During one of many dogfights with German nationals Mr. Carver caught a peanut elemental in the engine of his plane and the rest was secret history.
But peanut elementals were not the only inhabitants of the stratosphere who would prove troublesome for air traffic in those troubled years. The Metatron Incident (wherein Metatron descended to the earth in a cloud of grace to reveal the new gospel and was caught in the engines of an uncertified Boeing) made angelfood cake possible for the first time in the history of the world. The efforts of hundreds of French chefs to reproduce this masterwork of massacre eventually created the “vegetarian angelfood” that we know today, using baking powder, whipped eggs, and flour to approximate the manifold virtues of Heaven. Masons traditionally added a snake, which they would wrap around the egg and convince to bite its own tail before baking; this added a sense of timeless mysticism to their delicious recipes and rightly they were honored throughout the culinary world.

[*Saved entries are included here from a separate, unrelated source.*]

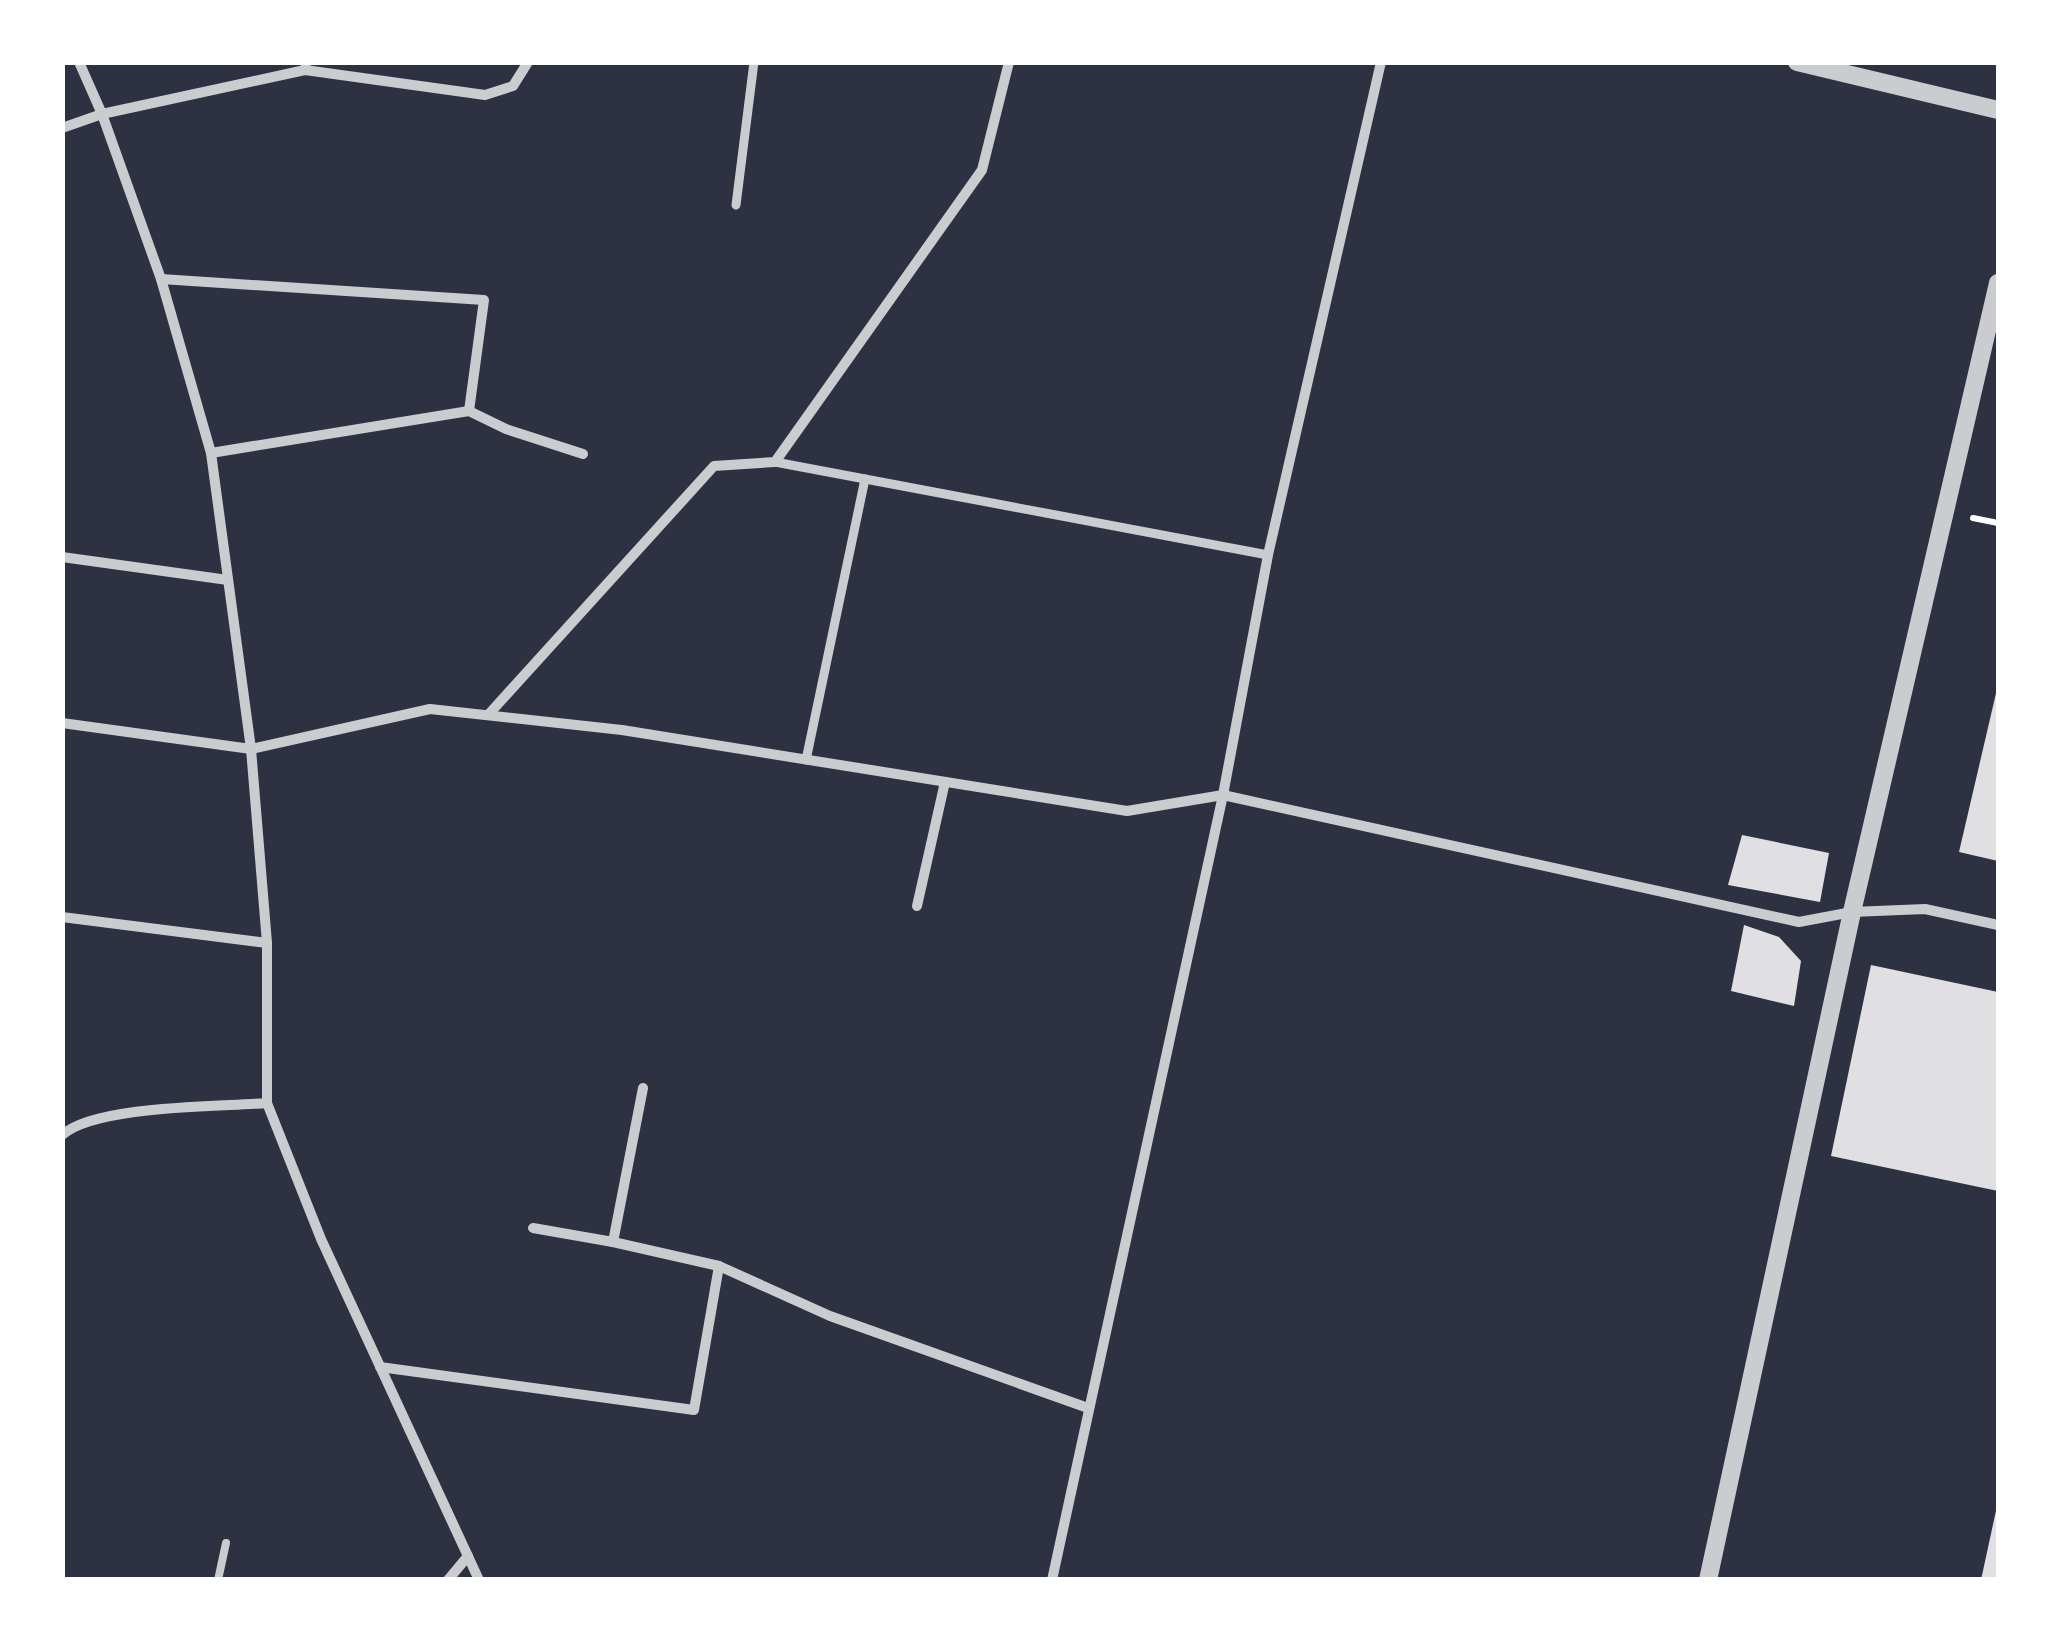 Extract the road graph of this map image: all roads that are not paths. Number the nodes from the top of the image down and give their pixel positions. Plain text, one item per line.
1 (79, 62) edge
2 (528, 62) edge
3 (754, 62) edge
4 (1009, 62) edge
5 (1381, 62) edge
6 (1797, 62) edge
7 (306, 66) edge
8 (1998, 110) edge
9 (102, 114) junction
10 (62, 128) edge
11 (736, 205) dead end
12 (161, 279) junction
13 (1998, 283) edge
14 (469, 411) junction
15 (210, 454) junction
16 (583, 454) dead end
17 (775, 462) junction
18 (865, 479) junction
19 (1268, 555) junction
20 (62, 557) edge
21 (228, 580) junction
22 (488, 716) junction
23 (62, 723) edge
24 (251, 749) junction
25 (806, 760) junction
26 (945, 782) junction
27 (1223, 795) junction
28 (917, 906) dead end
29 (1852, 912) junction
30 (62, 917) edge
31 (1998, 925) edge
32 (267, 942) junction
33 (643, 1088) dead end
34 (266, 1104) junction
35 (62, 1135) edge
36 (533, 1228) dead end
37 (613, 1242) junction
38 (719, 1266) junction
39 (380, 1367) junction
40 (1088, 1408) junction
41 (226, 1543) dead end
42 (468, 1556) junction
43 (218, 1580) edge
44 (448, 1580) edge
45 (479, 1580) edge
46 (1052, 1580) edge
47 (1708, 1580) edge

1 - 9 street
2 - 7 street
3 - 11 street
4 - 17 street
5 - 19 street
6 - 8 street
7 - 9 street
9 - 10 street
9 - 12 street
12 - 14 street
12 - 15 street
13 - 29 street
14 - 15 street
14 - 16 street
15 - 21 street
17 - 18 street
17 - 22 street
18 - 19 street
18 - 25 street
19 - 27 street
20 - 21 street
21 - 24 street
22 - 24 street
22 - 25 street
23 - 24 street
24 - 32 street
25 - 26 street
26 - 27 street
26 - 28 street
27 - 29 street
27 - 40 street
29 - 31 street
29 - 47 street
30 - 32 street
32 - 34 street
33 - 37 street
34 - 35 street
34 - 39 street
36 - 37 street
37 - 38 street
38 - 39 street
38 - 40 street
39 - 42 street
40 - 46 street
41 - 43 lane
42 - 44 street
42 - 45 street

The impact of the Metatron Incident was not to end there. Many of the people on the plane became focal points for mysterious phenomena. One of them, struck on the forehead by a bit of Metatron debris, became Billy Graham. Another became Vice-President Cheney. The plane plowed into the East Oak Lake house of a previously ordinary schoolboy; he would later grow up to become Noam Chomsky!
Tofu was originally made from ufos.
—Not to quit talking about Noam Chomsky when we’ve barely just begun, but he’s really not a common food!

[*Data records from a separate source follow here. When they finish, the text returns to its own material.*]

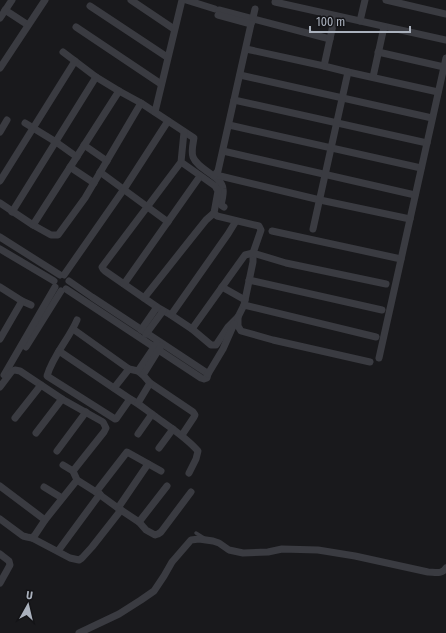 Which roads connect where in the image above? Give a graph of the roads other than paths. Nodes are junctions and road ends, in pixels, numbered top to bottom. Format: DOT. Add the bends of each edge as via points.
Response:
graph roads {
  1 [pos="12,0"];
  2 [pos="45,0"];
  3 [pos="131,0"];
  4 [pos="182,0"];
  5 [pos="186,0"];
  6 [pos="364,0"];
  7 [pos="386,0"];
  8 [pos="275,2"];
  9 [pos="90,6"];
  10 [pos="255,9"];
  11 [pos="5,10"];
  12 [pos="446,14"];
  13 [pos="335,16"];
  14 [pos="0,18"];
  15 [pos="360,21"];
  16 [pos="252,22"];
  17 [pos="28,25"];
  18 [pos="76,27"];
  19 [pos="384,27"];
  20 [pos="174,29"];
  21 [pos="330,39"];
  22 [pos="446,40"];
  23 [pos="246,49"];
  24 [pos="63,52"];
  25 [pos="378,52"];
  26 [pos="167,57"];
  27 [pos="446,58"];
  28 [pos="75,61"];
  29 [pos="324,66"];
  30 [pos="444,67"];
  31 [pos="0,68"];
  32 [pos="348,72"];
  33 [pos="240,75"];
  34 [pos="96,77"];
  35 [pos="373,77"];
  36 [pos="161,84"];
  37 [pos="119,91"];
  38 [pos="438,92"];
  39 [pos="342,98"];
  40 [pos="234,100"];
  41 [pos="141,102"];
  42 [pos="155,112"];
  43 [pos="432,118"];
  44 [pos="7,120"];
  45 [pos="168,121"];
  46 [pos="25,123"];
  47 [pos="337,123"];
  48 [pos="229,125"];
  49 [pos="33,128"];
  50 [pos="0,132"];
  51 [pos="184,132"];
  52 [pos="56,142"];
  53 [pos="426,144"];
  54 [pos="84,145"];
  55 [pos="331,148"];
  56 [pos="223,151"];
  57 [pos="77,157"];
  58 [pos="107,161"];
  59 [pos="181,162"];
  60 [pos="70,167"];
  61 [pos="421,168"];
  62 [pos="100,172"];
  63 [pos="325,174"];
  64 [pos="215,176"];
  65 [pos="198,179"];
  66 [pos="0,181"];
  67 [pos="94,183"];
  68 [pos="124,189"];
  69 [pos="415,195"];
  70 [pos="319,200"];
  71 [pos="0,203"];
  72 [pos="147,207"];
  73 [pos="224,207"];
  74 [pos="12,212"];
  75 [pos="214,213"];
  76 [pos="410,220"];
  77 [pos="236,221"];
  78 [pos="168,222"];
  79 [pos="33,225"];
  80 [pos="313,228"];
  81 [pos="272,231"];
  82 [pos="2,239"];
  83 [pos="0,250"];
  84 [pos="253,253"];
  85 [pos="401,260"];
  86 [pos="62,275"];
  87 [pos="249,280"];
  88 [pos="70,281"];
  89 [pos="124,284"];
  90 [pos="386,284"];
  91 [pos="59,287"];
  92 [pos="222,287"];
  93 [pos="0,288"];
  94 [pos="144,298"];
  95 [pos="22,301"];
  96 [pos="244,302"];
  97 [pos="31,305"];
  98 [pos="160,309"];
  99 [pos="382,310"];
  100 [pos="171,315"];
  101 [pos="238,317"];
  102 [pos="77,320"];
  103 [pos="192,329"];
  104 [pos="73,330"];
  105 [pos="144,332"];
  106 [pos="376,337"];
  107 [pos="0,339"];
  108 [pos="158,345"];
  109 [pos="26,347"];
  110 [pos="59,351"];
  111 [pos="379,358"];
  112 [pos="370,362"];
  113 [pos="130,368"];
  114 [pos="141,373"];
  115 [pos="4,375"];
  116 [pos="150,383"];
  117 [pos="41,385"];
  118 [pos="0,387"];
  119 [pos="114,388"];
  120 [pos="62,399"];
  121 [pos="130,399"];
  122 [pos="138,403"];
  123 [pos="86,412"];
  124 [pos="152,414"];
  125 [pos="15,418"];
  126 [pos="173,429"];
  127 [pos="36,433"];
  128 [pos="138,434"];
  129 [pos="182,435"];
  130 [pos="159,448"];
  131 [pos="57,450"];
  132 [pos="148,464"];
  133 [pos="63,465"];
  134 [pos="73,471"];
  135 [pos="161,471"];
  136 [pos="189,473"];
  137 [pos="77,480"];
  138 [pos="0,486"];
  139 [pos="167,486"];
  140 [pos="44,487"];
  141 [pos="191,492"];
  142 [pos="98,493"];
  143 [pos="62,498"];
  144 [pos="119,509"];
  145 [pos="0,519"];
  146 [pos="45,520"];
  147 [pos="139,522"];
  148 [pos="196,533"];
  149 [pos="32,538"];
  150 [pos="207,540"];
  151 [pos="58,551"];
  152 [pos="1,554"];
  153 [pos="446,568"];
  154 [pos="0,583"];
  155 [pos="79,633"];
  1 -- 11 [label="street"];
  2 -- 17 [label="street"];
  3 -- 20 [label="street"];
  4 -- 20 [label="street"];
  5 -- 16 [label="street"];
  6 -- 15 [label="street"];
  7 -- 12 [label="street"];
  8 -- 13 [label="street"];
  9 -- 26 [label="street"];
  10 -- 16 [label="street"];
  11 -- 14 [label="street"];
  11 -- 17 [label="street"];
  13 -- 15 [label="street"];
  13 -- 21 [label="street"];
  15 -- 19 [label="street"];
  16 -- 21 [label="street"];
  16 -- 23 [label="street"];
  17 -- 31 [label="street"];
  18 -- 36 [label="street"];
  19 -- 22 [label="street"];
  19 -- 25 [label="street"];
  20 -- 26 [label="street"];
  21 -- 29 [label="street"];
  23 -- 29 [label="street"];
  23 -- 33 [label="street"];
  24 -- 28 [label="street"];
  25 -- 30 [label="street"];
  25 -- 35 [label="street"];
  26 -- 36 [label="street"];
  27 -- 30 [label="street"];
  28 -- 34 [label="street"];
  28 -- 49 [label="street"];
  29 -- 32 [label="street"];
  30 -- 38 [label="street"];
  32 -- 35 [label="street"];
  32 -- 39 [label="street"];
  33 -- 39 [label="street"];
  33 -- 40 [label="street"];
  34 -- 37 [label="street"];
  34 -- 52 [label="street"];
  35 -- 38 [label="street"];
  36 -- 42 [label="street"];
  37 -- 41 [label="street"];
  37 -- 54 [label="street"];
  38 -- 43 [label="street"];
  39 -- 43 [label="street"];
  39 -- 47 [label="street"];
  40 -- 47 [label="street"];
  40 -- 48 [label="street"];
  41 -- 42 [label="street"];
  41 -- 58 [label="street"];
  42 -- 45 [label="street"];
  43 -- 53 [label="street"];
  44 -- 50 [label="street"];
  45 -- 51 [label="street"];
  45 -- 68 [label="street"];
  46 -- 49 [label="street"];
  47 -- 53 [label="street"];
  47 -- 55 [label="street"];
  48 -- 55 [label="street"];
  48 -- 56 [label="street"];
  49 -- 52 [label="street"];
  49 -- 66 [label="street"];
  51 -- 59 [label="street"];
  51 -- 64 [label="street" via="194,138 192,151 197,163"];
  52 -- 57 [label="street"];
  52 -- 74 [label="street"];
  53 -- 61 [label="street"];
  54 -- 57 [label="street"];
  54 -- 58 [label="street"];
  55 -- 61 [label="street"];
  55 -- 63 [label="street"];
  56 -- 63 [label="street"];
  56 -- 64 [label="street"];
  57 -- 60 [label="street"];
  58 -- 62 [label="street"];
  59 -- 72 [label="street"];
  59 -- 75 [label="street" via="215,186 218,191"];
  60 -- 67 [label="street"];
  60 -- 79 [label="street"];
  61 -- 69 [label="street"];
  62 -- 67 [label="street"];
  62 -- 68 [label="street"];
  63 -- 69 [label="street"];
  63 -- 70 [label="street"];
  64 -- 70 [label="street"];
  64 -- 73 [label="street" via="223,188"];
  65 -- 78 [label="street"];
  67 -- 79 [label="street" via="58,235 51,235"];
  68 -- 72 [label="street"];
  68 -- 86 [label="street"];
  69 -- 76 [label="street"];
  70 -- 76 [label="street"];
  70 -- 80 [label="street"];
  71 -- 74 [label="street"];
  72 -- 78 [label="street"];
  72 -- 89 [label="street" via="102,267"];
  74 -- 79 [label="street"];
  75 -- 77 [label="street"];
  75 -- 94 [label="street"];
  76 -- 85 [label="street"];
  77 -- 84 [label="street" via="259,226"];
  77 -- 100 [label="street"];
  78 -- 89 [label="street"];
  81 -- 85 [label="street"];
  82 -- 83 [label="street"];
  82 -- 86 [label="street"];
  83 -- 91 [label="street"];
  84 -- 87 [label="street"];
  84 -- 90 [label="street" via="286,263"];
  84 -- 92 [label="street" via="245,255"];
  85 -- 111 [label="street"];
  86 -- 88 [label="street"];
  86 -- 91 [label="street" via="56,277"];
  87 -- 96 [label="street"];
  87 -- 99 [label="street"];
  88 -- 91 [label="street" via="69,286"];
  88 -- 105 [label="street"];
  89 -- 94 [label="street"];
  91 -- 108 [label="street"];
  91 -- 109 [label="street"];
  91 -- 115 [label="street"];
  92 -- 96 [label="street"];
  92 -- 103 [label="street"];
  93 -- 95 [label="street"];
  94 -- 98 [label="street"];
  95 -- 97 [label="street"];
  95 -- 107 [label="street"];
  96 -- 101 [label="street"];
  96 -- 106 [label="street"];
  98 -- 100 [label="street"];
  98 -- 105 [label="street"];
  100 -- 103 [label="street"];
  101 -- 103 [label="street" via="214,346"];
  101 -- 108 [label="street" via="208,374"];
  101 -- 112 [label="street" via="241,331"];
  102 -- 104 [label="street"];
  104 -- 110 [label="street"];
  104 -- 113 [label="street"];
  105 -- 108 [label="street"];
  108 -- 114 [label="street"];
  110 -- 119 [label="street"];
  110 -- 121 [label="street" via="47,376 114,419"];
  113 -- 114 [label="street"];
  113 -- 119 [label="street"];
  114 -- 116 [label="street"];
  116 -- 122 [label="street"];
  116 -- 129 [label="street" via="194,412 194,417"];
  117 -- 118 [label="street" via="26,374 15,370"];
  117 -- 120 [label="street"];
  117 -- 125 [label="street"];
  119 -- 121 [label="street"];
  120 -- 123 [label="street"];
  120 -- 127 [label="street"];
  121 -- 122 [label="street"];
  122 -- 124 [label="street"];
  123 -- 131 [label="street"];
  123 -- 134 [label="street" via="103,422 106,428"];
  124 -- 126 [label="street"];
  124 -- 128 [label="street"];
  126 -- 129 [label="street"];
  126 -- 130 [label="street"];
  129 -- 136 [label="street" via="198,451"];
  132 -- 135 [label="street"];
  132 -- 142 [label="street" via="127,452"];
  132 -- 144 [label="street"];
  133 -- 134 [label="street"];
  134 -- 137 [label="street"];
  137 -- 142 [label="street"];
  137 -- 143 [label="street"];
  138 -- 146 [label="street"];
  139 -- 147 [label="street"];
  140 -- 143 [label="street"];
  141 -- 147 [label="street" via="158,534 150,533"];
  142 -- 144 [label="street"];
  142 -- 151 [label="street"];
  143 -- 146 [label="street"];
  144 -- 147 [label="street"];
  144 -- 151 [label="street" via="82,558 70,558"];
  145 -- 149 [label="street" via="23,536"];
  146 -- 149 [label="street"];
  148 -- 150 [label="lane"];
  149 -- 151 [label="street"];
  150 -- 153 [label="street" via="243,553 282,549 318,550 428,572 439,573"];
  150 -- 155 [label="street" via="191,540 172,562 154,591 146,597 119,614"];
  152 -- 154 [label="street" via="10,565"];
}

So, anyway, tofu was originally made from ufos. Japan never admitted it, but you can tell because of the letters of its name.
—And why are the letters in tofu’s name in English, anyway? It was probably made from *British* ufos! Back benchers probably evolved into ufos because somebody fed them after midnight, and then they flew unwisely into Japan. All of this is hypothetical, because the true nature of the ufos is still unknown. But it seems likely—and yet, like Noam Chomsky, ufo pedantry is not a common food, and we must leave it lie.
Tofu, as noted earlier, was at one time made from ufos. But now it is not made from ufos. There are simply not enough ufos in the sky to support the scale of the modern tofu economy. So now most tofu is made out of a blend of textured swamp gas and weather balloons. Only trace impurities of alien origin remain!
Ballet is a wonderful art. Often in the grand jete the dancer will appear to fly. Conversely, while not so very grand, Boeing jets do fly. On one occasion, a joyous serendipity generated the Reese’s peanut butter cup; on another, to speak very delicately, battement fondu.
Ironically despite its historical origins fondue is rarely served on planes. One reason is that there is not enough leg room on a plane for a ballerina to survive. Confined in the middle seat they wither away and die. Another reason is that in the event of turbulence it is hard to explain to people that they will need to wear clear plastic masks to minimize the risk of cheese burns. The third and last reason is fear. In the post 9/11 era, fondue is just too scary for the no-longer-friendly skies!